To prepare the Adult dataset for analysis, I first inspected the raw
data to understand the variable types and identify how missing values
were represented. All “?” entries in character columns were converted to
proper NA values, and I checked all the missing values. Because this
analysis focused on the relationship between workclass and income, I
only kept these two variables, and irrelevant workclass categories
(“Without-pay” and “Never-worked”) were removed. I dropped any rows
containing missing values to ensure a complete dataset. Finally, both
variables were converted to factors so that they were properly formatted
for the chi-square test of independence.
library(tidyverse)
library(ggplot2)
adult <- read.csv("adult.csv")
#brief glance at data
head(adult)
## age workclass fnlwgt education education_num marital_status
## 1 39 State-gov 77516 Bachelors 13 Never-married
## 2 50 Self-emp-not-inc 83311 Bachelors 13 Married-civ-spouse
## 3 38 Private 215646 HS-grad 9 Divorced
## 4 53 Private 234721 11th 7 Married-civ-spouse
## 5 28 Private 338409 Bachelors 13 Married-civ-spouse
## 6 37 Private 284582 Masters 14 Married-civ-spouse
## occupation relationship race sex capital_gain capital_loss
## 1 Adm-clerical Not-in-family White Male 2174 0
## 2 Exec-managerial Husband White Male 0 0
## 3 Handlers-cleaners Not-in-family White Male 0 0
## 4 Handlers-cleaners Husband Black Male 0 0
## 5 Prof-specialty Wife Black Female 0 0
## 6 Exec-managerial Wife White Female 0 0
## hours_per_week native_country income
## 1 40 United-States <=50K
## 2 13 United-States <=50K
## 3 40 United-States <=50K
## 4 40 United-States <=50K
## 5 40 Cuba <=50K
## 6 40 United-States <=50K
#inspect data structure
str(adult)
## 'data.frame': 32561 obs. of 15 variables:
## $ age : int 39 50 38 53 28 37 49 52 31 42 ...
## $ workclass : chr "State-gov" "Self-emp-not-inc" "Private" "Private" ...
## $ fnlwgt : int 77516 83311 215646 234721 338409 284582 160187 209642 45781 159449 ...
## $ education : chr "Bachelors" "Bachelors" "HS-grad" "11th" ...
## $ education_num : int 13 13 9 7 13 14 5 9 14 13 ...

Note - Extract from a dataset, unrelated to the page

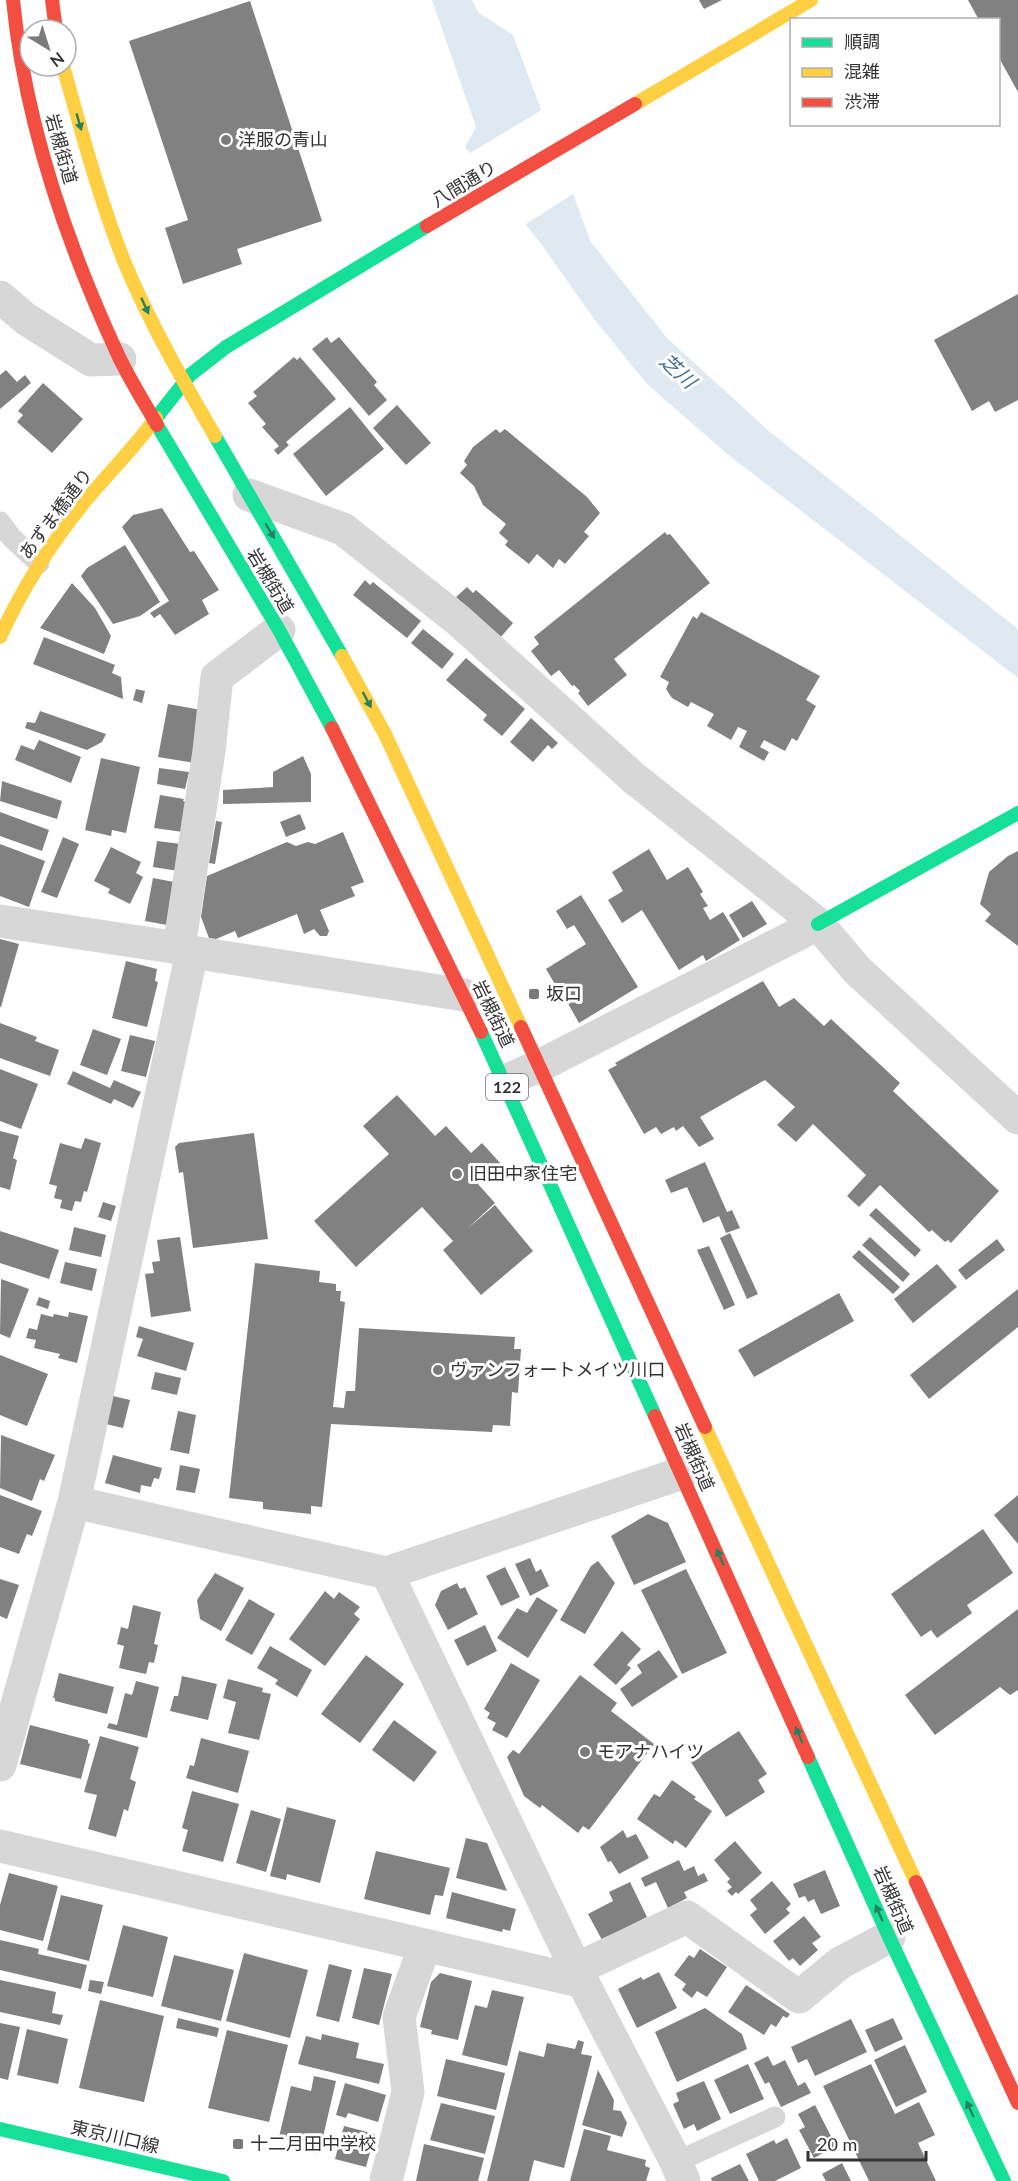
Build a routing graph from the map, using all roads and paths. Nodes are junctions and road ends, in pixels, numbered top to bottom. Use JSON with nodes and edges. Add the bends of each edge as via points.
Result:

## $ marital_status: chr "Never-married" "Married-civ-spouse" "Divorced" "Married-civ-spouse" ...
## $ occupation : chr "Adm-clerical" "Exec-managerial" "Handlers-cleaners" "Handlers-cleaners" ...
## $ relationship : chr "Not-in-family" "Husband" "Not-in-family" "Husband" ...
## $ race : chr "White" "White" "White" "Black" ...
## $ sex : chr "Male" "Male" "Male" "Male" ...
## $ capital_gain : int 2174 0 0 0 0 0 0 0 14084 5178 ...
## $ capital_loss : int 0 0 0 0 0 0 0 0 0 0 ...
## $ hours_per_week: int 40 13 40 40 40 40 16 45 50 40 ...
## $ native_country: chr "United-States" "United-States" "United-States" "United-States" ...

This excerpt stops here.